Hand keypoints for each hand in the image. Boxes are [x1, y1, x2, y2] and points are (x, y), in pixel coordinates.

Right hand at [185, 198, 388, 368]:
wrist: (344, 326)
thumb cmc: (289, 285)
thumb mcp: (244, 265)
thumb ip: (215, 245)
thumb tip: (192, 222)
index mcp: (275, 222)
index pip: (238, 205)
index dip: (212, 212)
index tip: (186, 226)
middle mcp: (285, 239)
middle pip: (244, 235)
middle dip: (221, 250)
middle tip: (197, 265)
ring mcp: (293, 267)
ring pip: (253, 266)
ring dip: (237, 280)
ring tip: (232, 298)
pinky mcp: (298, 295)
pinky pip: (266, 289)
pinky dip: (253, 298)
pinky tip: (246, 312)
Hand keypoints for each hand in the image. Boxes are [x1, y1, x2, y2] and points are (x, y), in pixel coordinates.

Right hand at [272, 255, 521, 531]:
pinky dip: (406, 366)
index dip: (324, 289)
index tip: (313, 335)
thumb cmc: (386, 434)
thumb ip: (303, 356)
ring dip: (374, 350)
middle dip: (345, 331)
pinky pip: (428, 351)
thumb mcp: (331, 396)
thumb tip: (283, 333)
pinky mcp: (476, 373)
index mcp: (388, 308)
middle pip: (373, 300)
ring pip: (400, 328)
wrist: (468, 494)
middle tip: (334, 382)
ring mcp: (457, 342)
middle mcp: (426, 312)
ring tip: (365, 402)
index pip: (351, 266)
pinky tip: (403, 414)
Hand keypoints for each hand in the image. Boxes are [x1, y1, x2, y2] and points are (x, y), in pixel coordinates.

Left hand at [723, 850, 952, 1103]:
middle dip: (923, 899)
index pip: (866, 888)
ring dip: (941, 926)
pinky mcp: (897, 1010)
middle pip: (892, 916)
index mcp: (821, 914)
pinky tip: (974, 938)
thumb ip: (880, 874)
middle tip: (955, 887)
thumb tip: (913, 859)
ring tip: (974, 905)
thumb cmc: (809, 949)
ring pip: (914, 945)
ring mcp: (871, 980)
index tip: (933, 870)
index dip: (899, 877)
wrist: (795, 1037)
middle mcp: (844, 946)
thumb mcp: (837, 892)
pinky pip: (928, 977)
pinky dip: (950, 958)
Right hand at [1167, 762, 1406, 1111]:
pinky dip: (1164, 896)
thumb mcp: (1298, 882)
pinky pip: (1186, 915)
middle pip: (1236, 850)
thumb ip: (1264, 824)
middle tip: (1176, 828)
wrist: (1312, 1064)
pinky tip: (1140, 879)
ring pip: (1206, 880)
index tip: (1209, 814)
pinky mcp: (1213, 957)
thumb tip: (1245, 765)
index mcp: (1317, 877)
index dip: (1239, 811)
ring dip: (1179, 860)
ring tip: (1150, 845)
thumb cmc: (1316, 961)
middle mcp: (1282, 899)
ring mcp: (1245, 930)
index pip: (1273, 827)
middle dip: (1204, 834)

→ Work instructions: Show every line from the listing that contains "Right".

→ Output for this task:
Right hand at [185, 198, 388, 368]:
Right hand at [272, 255, 521, 531]:
Right hand at [1167, 762, 1406, 1111]:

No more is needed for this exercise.